EXERCISE GOAL: Begin with the first line below and retype each line exactly through the line containing "width:54px; height:54px; display:grid;". Any pictures are to be left out.

RAW DATA:
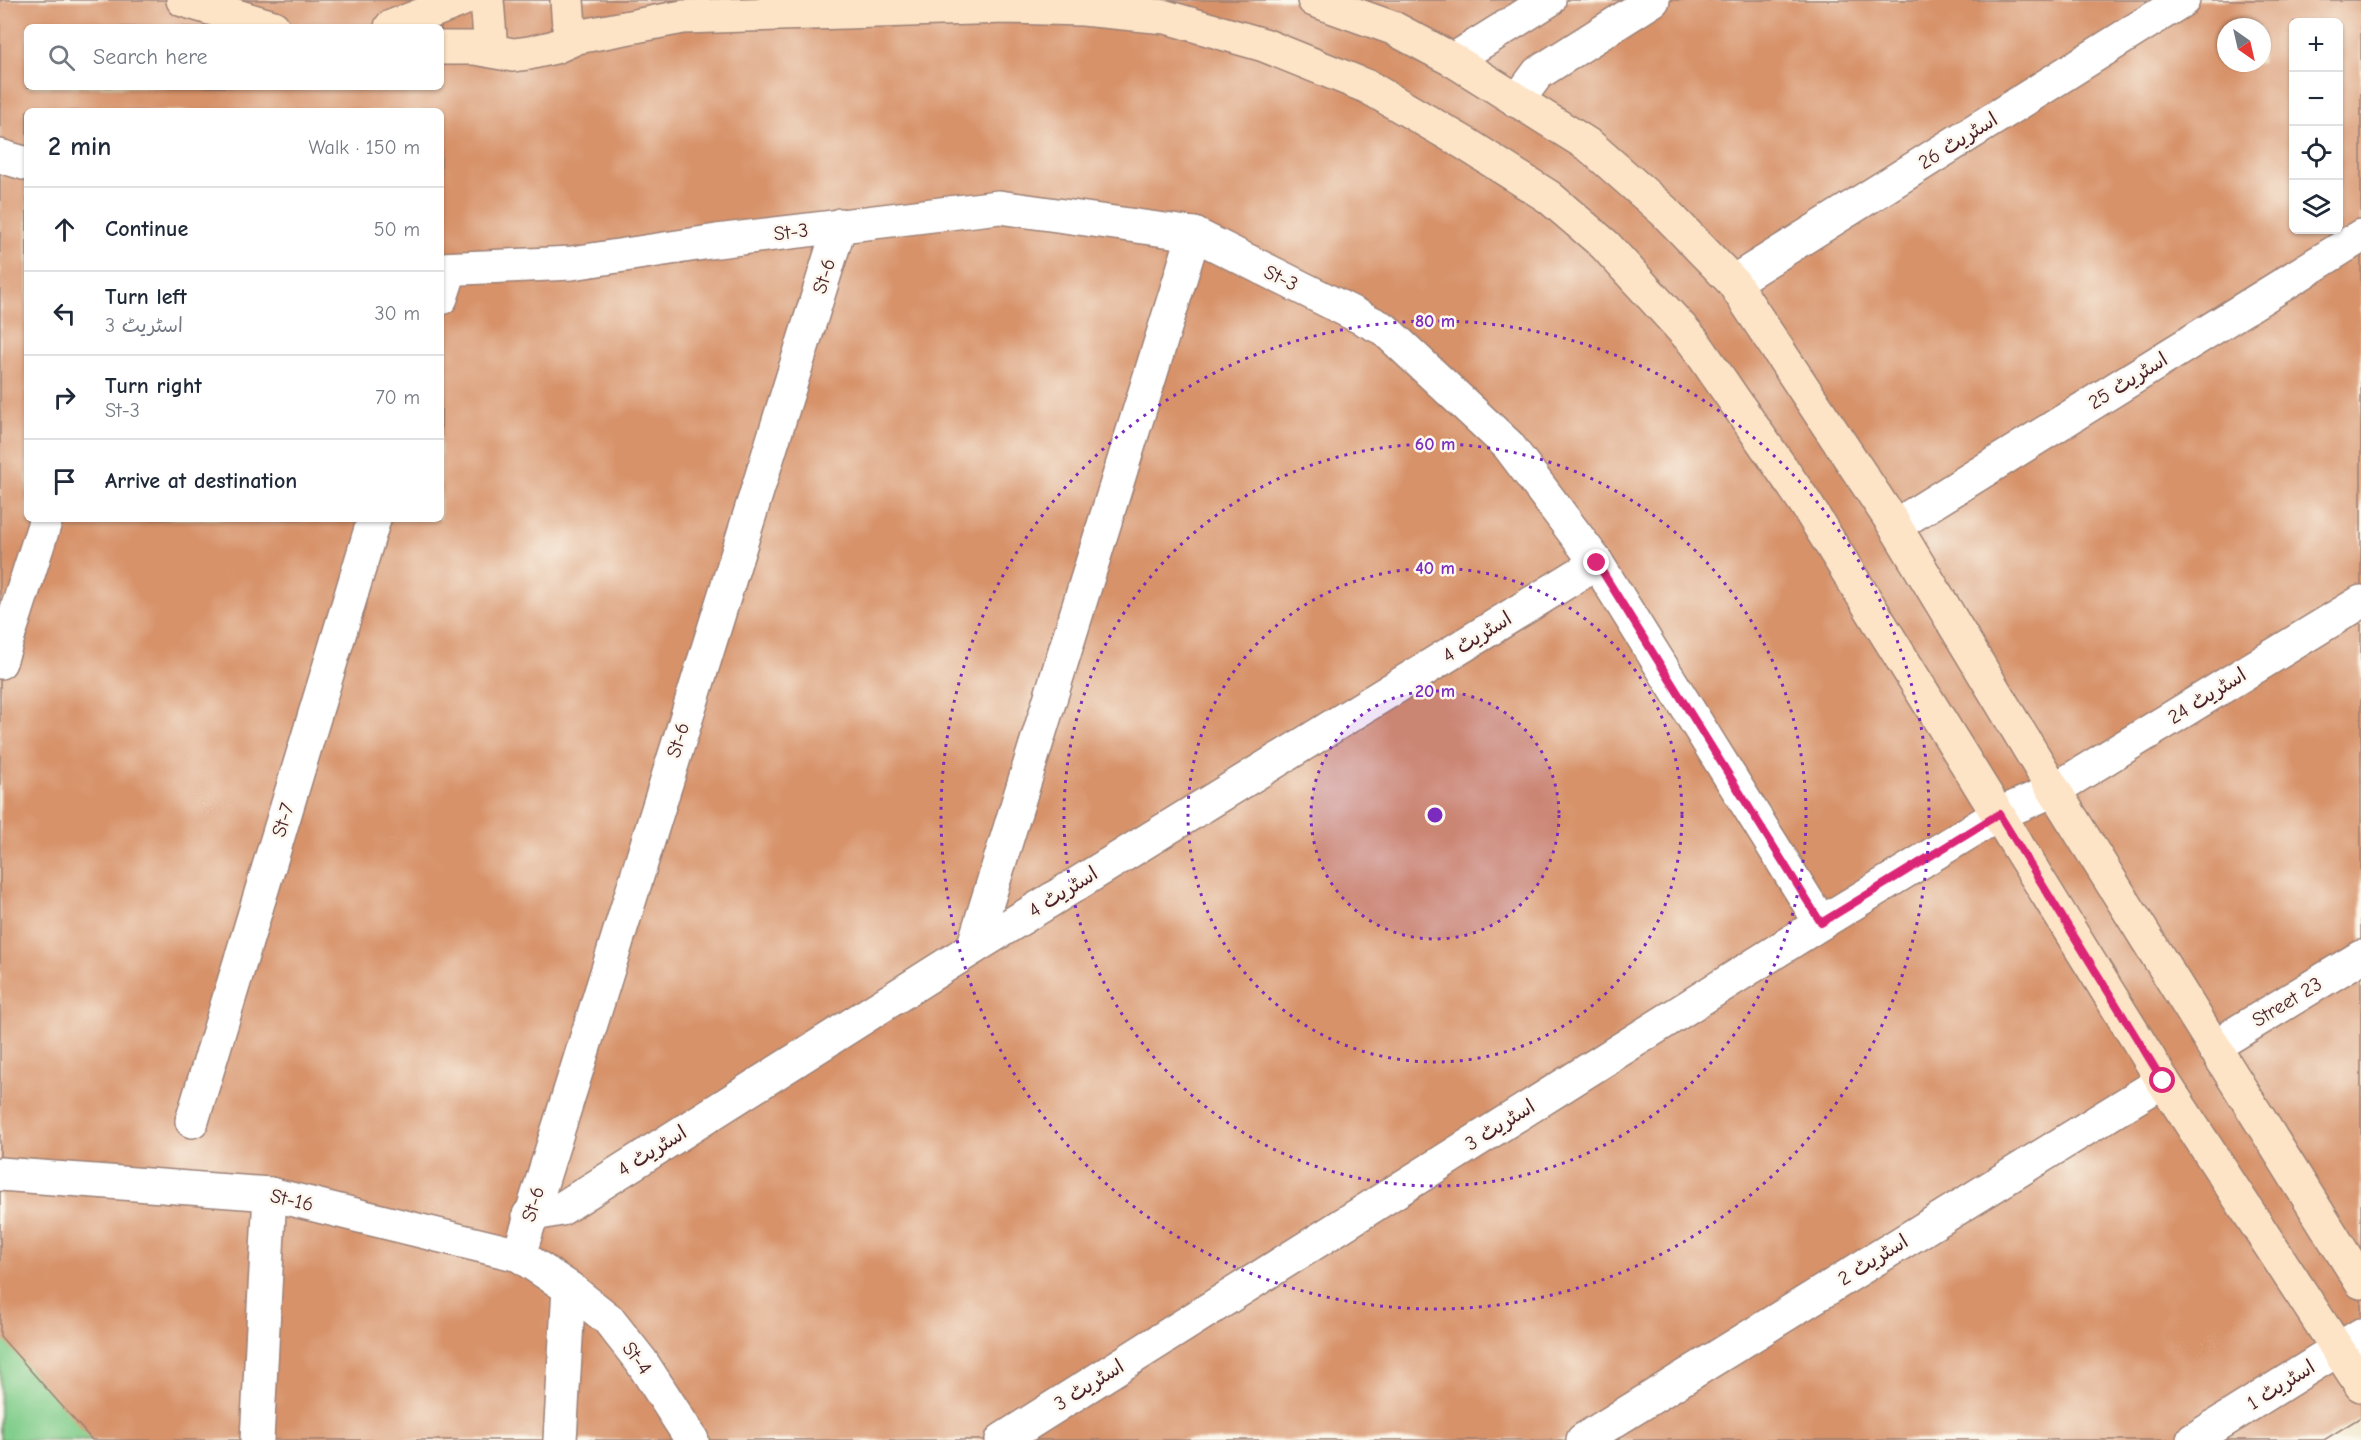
<!DOCTYPE html>
<html lang="en">
<head>
<meta charset="utf-8">
<style>
  :root { --surface:#fff; --page:#f6f6f7; --text:#1f2937; --muted:#747a83; --line:#e0e1e3 }
  body { margin:0; font-family:"Comic Neue","Playpen Sans Arabic",sans-serif; background:var(--page); color:var(--text) }
  .controls { position:absolute; right:18px; top:18px; display:grid; overflow:hidden; border-radius:9px; box-shadow:0 2px 4px #0004 }
  .controls button { width:54px; height:54px; display:grid; place-items:center; padding:0; border:0; border-bottom:2px solid var(--line); background:var(--surface); color:var(--text); font:30px sans-serif }
  .compass { position:absolute; left:2217px; top:18px; width:54px; height:54px; border-radius:50%; background:var(--surface); box-shadow:0 2px 4px #0004; rotate:146deg }
  .stop { position:absolute; width:18px; height:18px; margin:-14px; border:4px solid #db2777; border-radius:50%; background:#fff }
  .stop.end { background:#db2777; border-color:#fff; box-shadow:0 2px 6px #0008 }
  .list { margin:0; padding:0; list-style:none }
  h2 { display:flex; justify-content:space-between; align-items:center; height:78px; margin:0; padding:0 24px; font-size:26px }
  h2 small { font-size:20px; font-weight:400; color:var(--muted) }
  .list li { display:grid; grid-template-columns:39px 1fr auto; gap:18px; align-items:center; box-sizing:border-box; height:84px; padding:0 24px; border-top:2px solid var(--line) }
  .list b { display:block; font-size:22px; white-space:nowrap }
  .list p { margin:0; font-size:20px; white-space:nowrap; color:var(--muted) }
  .list em { font-size:20px; font-style:normal; color:var(--muted) }
  .icon { flex:none; width:33px; height:33px; fill:none; stroke:currentColor; stroke-width:2; stroke-linecap:round; stroke-linejoin:round }
  .map { position:relative; flex:none; width:2361px; height:1440px; overflow:hidden }
  .search { position:absolute; background:var(--surface); box-shadow:0 2px 4px #0004; left:24px; top:24px; width:420px; height:66px; display:flex; align-items:center; gap:15px; box-sizing:border-box; padding:0 21px; border-radius:9px; color:var(--muted); font-size:22px }
  .panel { position:absolute; background:var(--surface); box-shadow:0 2px 4px #0004; left:24px; top:108px; width:420px; height:414px; border-radius:9px }
  .map>svg:first-child { display:block }
  .green { fill:#82ce8c; stroke:#66765c; stroke-width:1.5 }
  .building { fill:#d79269; fill-rule:evenodd }
  .lines { fill:none; stroke-linecap:round; stroke-linejoin:round }
  .street-casing { stroke:#9c8076; stroke-width:36 }
  .secondary-casing { stroke:#9c8076; stroke-width:36 }
  .street { stroke:#fff; stroke-width:33 }
  .secondary { stroke:#fee4c6; stroke-width:33 }
  .route { stroke:#db2777; stroke-width:8 }
  .ring { fill:none; stroke:#7b2cbf; stroke-width:3; stroke-dasharray:3 6 }
  .labels { text-anchor:middle; dominant-baseline:central; stroke-width:5; stroke-linejoin:round; paint-order:stroke }
  .street-label { font-size:20px; fill:#4a1f2b; stroke:#fbf7ec }
  .centre { fill:#7b2cbf; stroke:#fbf7ec; stroke-width:3 }
  .ring-label { font-size:18px; text-anchor:middle; font-weight:bold; fill:#7b2cbf; stroke:#fbf7ec; stroke-width:5; stroke-linejoin:round; paint-order:stroke }
</style>
</head>
<body>
<div class="map">
<svg width="2361" height="1440" viewBox="0 0 2361 1440">
  <rect width="100%" height="100%" fill="#fbf7ec"/>
  <filter id="ink" filterUnits="userSpaceOnUse"><feTurbulence type="fractalNoise" baseFrequency=".0167" numOctaves="2"/><feDisplacementMap in="SourceGraphic" scale="12" xChannelSelector="R" yChannelSelector="G"/><feConvolveMatrix kernelMatrix="1 2 1 2 8 2 1 2 1" color-interpolation-filters="sRGB"/></filter>
  <filter id="wash" filterUnits="userSpaceOnUse"><feTurbulence type="fractalNoise" baseFrequency=".008" numOctaves="4" result="noise"/><feDisplacementMap in="SourceGraphic" scale="24" xChannelSelector="R" yChannelSelector="G"/><feGaussianBlur stdDeviation="1.35" result="paint"/><feColorMatrix in="noise" values="0 0 0 0 0 0 0 0 0 0 0 0 0 0 0 0 0 1.4 0 .05"/><feComposite in="paint" operator="in"/></filter>
  <g filter="url(#wash)">
    <rect width="100%" height="100%" fill="#ede1c0"/>
    <path class="green" d="M 0,1331 L 94,1440 L 0,1440 Z"/>
    <g id="blocks">
      <path class="building" d="M 0,0 L 2361,0 L 2361,1417 L 2324,1440 L 92,1440 L 0,1336 ZM 2294,22 L 2338,22 L 2338,230 L 2294,230 ZM 27,27 L 441,27 L 441,87 L 27,87 ZM 2226,27 L 2262,27 L 2262,63 L 2226,63 ZM 27,111 L 441,111 L 441,519 L 27,519 Z"/>
    </g>
  </g>
  <g filter="url(#ink)">
    <use href="#blocks" fill-opacity="0" stroke="#9c8076" stroke-width="1.5"/>
    <g class="lines">
      <g class="street-casing">
        <g id="street">
          <path d="M 1453,60 L 1549,0"/>
          <path d="M 1517,101 L 1538,73 L 1653,0"/>
          <path d="M 0,156 L 27,164"/>
          <path d="M 441,269 L 572,263 L 717,241 L 999,207 L 1194,234 L 1384,329 L 1508,445 L 1597,563 L 1821,923"/>
          <path d="M 1733,282 L 2183,0"/>
          <path d="M 441,298 L 450,270"/>
          <path d="M 1895,526 L 2361,236"/>
          <path d="M 0,662 L 46,519"/>
          <path d="M 973,948 L 1194,234"/>
          <path d="M 2213,1047 L 2361,957"/>
          <path d="M 192,1121 L 374,519"/>
          <path d="M 0,1174 L 270,1194 L 519,1255 L 569,1288 L 608,1319 L 641,1361 L 692,1440"/>
          <path d="M 529,1215 L 561,1209 L 973,948 L 1597,563"/>
          <path d="M 519,1255 L 840,225"/>
          <path d="M 257,1440 L 270,1194"/>
          <path d="M 560,1440 L 569,1288"/>
          <path d="M 1002,1440 L 1821,923 L 1999,814 L 2054,790 L 2361,602"/>
          <path d="M 1583,1440 L 2163,1081"/>
          <path d="M 2193,1440 L 2361,1335"/>
        </g>
      </g>
      <g class="secondary-casing">
        <g id="secondary">
          <path d="M 183,0 L 273,27"/>
          <path d="M 487,0 L 491,50"/>
          <path d="M 567,0 L 570,40"/>
          <path d="M 1314,0 L 1393,28 L 1453,60 L 1590,146 L 1664,211 L 1733,282 L 1895,526 L 2054,790 L 2361,1282"/>
          <path d="M 391,27 L 461,0"/>
          <path d="M 441,48 L 475,48 L 513,55 L 529,53 L 555,47 L 577,37 L 683,17 L 1006,7 L 1083,9 L 1166,17 L 1264,45 L 1368,87 L 1466,144 L 1549,197 L 1605,245 L 1694,342 L 1806,504 L 2163,1081 L 2361,1385"/>
        </g>
      </g>
      <use href="#street" class="street"/>
      <use href="#secondary" class="secondary"/>
    </g>
  </g>
  <g class="lines" filter="url(#ink)">
    <path class="route" d="M 1597,563 L 1821,923 L 1999,814 L 2163,1081"/>
  </g>
  <circle cx="1435" cy="815" r="124" fill="#7b2cbf" fill-opacity=".12"/>
  <g class="ring">
    <circle cx="1435" cy="815" r="124"/>
    <circle cx="1435" cy="815" r="247"/>
    <circle cx="1435" cy="815" r="371"/>
    <circle cx="1435" cy="815" r="494"/>
  </g>
  <g class="labels">
    <g class="street-label">
      <text transform="translate(1958 141) rotate(-32)">اسٹریٹ 26</text>
      <text transform="translate(791 232) rotate(-7)">St-3</text>
      <text transform="translate(824 276) rotate(-73)">St-6</text>
      <text transform="translate(1281 278) rotate(26)">St-3</text>
      <text transform="translate(2128 381) rotate(-32)">اسٹریٹ 25</text>
      <text transform="translate(1477 637) rotate(-32)">اسٹریٹ 4</text>
      <text transform="translate(2207 696) rotate(-32)">اسٹریٹ 24</text>
      <text transform="translate(678 740) rotate(-73)">St-6</text>
      <text transform="translate(283 820) rotate(-73)">St-7</text>
      <text transform="translate(1063 892) rotate(-32)">اسٹریٹ 4</text>
      <text transform="translate(2287 1002) rotate(-31)">Street 23</text>
      <text transform="translate(1500 1125) rotate(-32)">اسٹریٹ 3</text>
      <text transform="translate(652 1151) rotate(-32)">اسٹریٹ 4</text>
      <text transform="translate(292 1200) rotate(13)">St-16</text>
      <text transform="translate(533 1204) rotate(-73)">St-6</text>
      <text transform="translate(1873 1260) rotate(-32)">اسٹریٹ 2</text>
      <text transform="translate(637 1358) rotate(54)">St-4</text>
      <text transform="translate(1089 1385) rotate(-32)">اسٹریٹ 3</text>
      <text transform="translate(2281 1385) rotate(-32)">اسٹریٹ 1</text>
    </g>
  </g>
  <circle cx="1435" cy="815" r="9" class="centre"/>
  <g class="ring-label">
    <text x="1435" y="327">80 m</text>
    <text x="1435" y="450">60 m</text>
    <text x="1435" y="574">40 m</text>
    <text x="1435" y="697">20 m</text>
  </g>
</svg>
<div class="controls">
<button>+</button>
<button>−</button>
<button><svg class="icon" aria-label="locate" viewBox="0 0 24 24"><circle cx="12" cy="12" r="6"/><path d="M12 2v4M12 18v4M2 12h4M18 12h4"/></svg></button>
<button><svg class="icon" aria-label="layers" viewBox="0 0 24 24"><path d="M12 4l9 5-9 5-9-5zM3 14l9 5 9-5"/></svg></button>
</div>
<svg class="compass" viewBox="-18 -18 36 36"><path d="M0-13l5 13h-10z" fill="#e53935"/><path d="M0 13l5-13h-10z" fill="#747a83"/></svg>
<div class="stop" style="left:2163px;top:1081px"></div>
<div class="stop end" style="left:1597px;top:563px"></div>
<div class="search"><svg class="icon" aria-label="search" viewBox="0 0 24 24"><circle cx="10" cy="10" r="6"/><path d="M15 15l6 6"/></svg>Search here</div>
<section class="panel">
<h2>2 min<small>Walk · 150 m</small></h2>
<ul class="list">
<li><svg class="icon" aria-label="ahead" viewBox="0 0 24 24"><path d="M12 20V5M6 11l6-6 6 6"/></svg><div><b>Continue</b></div><em>50 m</em></li>
<li><svg class="icon" aria-label="left" viewBox="0 0 24 24"><path d="M17 20v-9H6M10 6l-5 5 5 5"/></svg><div><b>Turn left</b><p>اسٹریٹ 3</p></div><em>30 m</em></li>
<li><svg class="icon" aria-label="right" viewBox="0 0 24 24"><path d="M7 20v-9h11M14 6l5 5-5 5"/></svg><div><b>Turn right</b><p>St-3</p></div><em>70 m</em></li>
<li><svg class="icon" aria-label="arrive" viewBox="0 0 24 24"><path d="M6 21V4h12l-3 4 3 4H6"/></svg><div><b>Arrive at destination</b></div></li>
</ul>
</section>
</div>
</body>
</html>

THE COMPLETED TASK:
<!DOCTYPE html>
<html lang="en">
<head>
<meta charset="utf-8">
<style>
  :root { --surface:#fff; --page:#f6f6f7; --text:#1f2937; --muted:#747a83; --line:#e0e1e3 }
  body { margin:0; font-family:"Comic Neue","Playpen Sans Arabic",sans-serif; background:var(--page); color:var(--text) }
  .controls { position:absolute; right:18px; top:18px; display:grid; overflow:hidden; border-radius:9px; box-shadow:0 2px 4px #0004 }
  .controls button { width:54px; height:54px; display:grid; place-items:center; padding:0; border:0; border-bottom:2px solid var(--line); background:var(--surface); color:var(--text); font:30px sans-serif }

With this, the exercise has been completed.